Hoxby, who has been a professor at Harvard for the past 13 years and has been tenured for the past 10, is the only black individual tenured in the Economics Department, and one of only three women.
She is renowned for her pioneering—and controversial—research into the benefits of charter schools and school vouchers, and is often credited with employing novel methods to test whether increased competition among schools can raise student achievement.
Hoxby's decision came after her husband of 14 years, Associate Professor of History and Literature Blair G. Hoxby '88, received a tenure offer from Stanford, according to a Harvard economics professor.
Hoxby said in her e-mail to her Economics Department colleagues that she would miss Harvard, but that she is heading to Stanford with "great enthusiasm."
"You have not just been great colleagues, but the best possible colleagues," Hoxby wrote. "It has been an honor to work with people who are dedicated to economics, to advancing the field, and to training the best students anywhere on earth."
Hoxby could not be reached for comment on Sunday.
In her e-mail, Hoxby praised the chairman of the Economics Department, James H. Stock, for "trying to ensure that the Harvard situation worked out for us," a possible reference to her husband's bid for tenure in the Faculty of Arts and Sciences (FAS).
"Many people in the department, other departments in the FAS, and other schools in the University have also been concerned about the situation and have expressed their concern to me and/or the administration in emails, in telephone calls, and in person," Hoxby wrote. "I am deeply grateful for the concern and the support we've been lent."
Both Blair and Caroline Hoxby lived in Eliot House as undergraduates and attended Oxford on Rhodes scholarships. Blair Hoxby, who has spent most of his career at Yale, served as a fellow at the Stanford Humanities Center in the 2004-2005 academic year.
In 2005, Hoxby publicly announced that she was considering leaving Harvard to accept a tenure offer at Stanford. Her announcement came in the middle of a tense time for the University as professors, including Hoxby, criticized former University President Lawrence H. Summers' management of Harvard.
Hoxby, a member of the Faculty of Arts and Sciences' highest governing body, the Faculty Council, and one of the few critics of Summers in the Economics Department, said at the time that the academic environment at Harvard—not the president's remarks—would influence her decision to stay or leave.
Since Hoxby first arrived at Harvard in the fall of 1984, she has spent virtually her entire adult life in Cambridge. She received her doctorate from MIT in 1994, four years after returning from Oxford, and was immediately hired by Harvard as an assistant professor.

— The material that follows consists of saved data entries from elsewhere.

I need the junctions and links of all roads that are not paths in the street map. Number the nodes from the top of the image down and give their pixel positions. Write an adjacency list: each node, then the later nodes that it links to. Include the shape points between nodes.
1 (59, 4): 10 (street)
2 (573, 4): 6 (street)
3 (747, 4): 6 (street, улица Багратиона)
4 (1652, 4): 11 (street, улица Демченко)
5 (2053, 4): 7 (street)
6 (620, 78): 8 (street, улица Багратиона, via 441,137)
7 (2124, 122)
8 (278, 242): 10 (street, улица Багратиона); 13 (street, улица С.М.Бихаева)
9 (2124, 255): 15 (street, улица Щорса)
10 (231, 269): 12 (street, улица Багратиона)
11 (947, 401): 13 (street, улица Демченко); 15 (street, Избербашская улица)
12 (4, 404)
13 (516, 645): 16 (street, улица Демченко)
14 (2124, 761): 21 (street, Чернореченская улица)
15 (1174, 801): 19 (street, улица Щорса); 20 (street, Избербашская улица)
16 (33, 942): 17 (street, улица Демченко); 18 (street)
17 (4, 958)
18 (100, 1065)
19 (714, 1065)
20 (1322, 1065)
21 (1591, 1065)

Over the past 13 years, Hoxby has left a wide trail at Harvard.
She has published influential research on the benefits of school choice, arguing through technical empirical papers that schools perform better if parents have viable alternatives to which they can send their children.
This research has made Hoxby a star in the economics profession and, despite the fact that her father served in the Carter administration, a darling to conservative supporters of charter schools and vouchers.
Despite Hoxby's stature, or perhaps because of it, one of her most important papers became the subject of a vitriolic academic dispute two years ago when an assistant professor of economics at Princeton, Jesse M. Rothstein '95, accused Hoxby of making a number of programming errors in her research that he said undermined her results.
Hoxby disputed Rothstein's findings, calling the criticisms baseless and suggesting that they were motivated by "race and gender bias."
In addition to her research, Hoxby has also emerged as one of the Economics Department's most sought-after teachers.
Students are required to apply to her often over-subscribed course on the economics of education, and this past year, the course received a 4.5 out of 5 in the CUE guide, while Hoxby received a 4.9 out of 5 for her teaching performance.
In 2005, Hoxby was named a Harvard College professor—a distinction earned for undergraduate instruction—and in 2006, she won the Phi Betta Kappa Prize for Excellence in Teaching.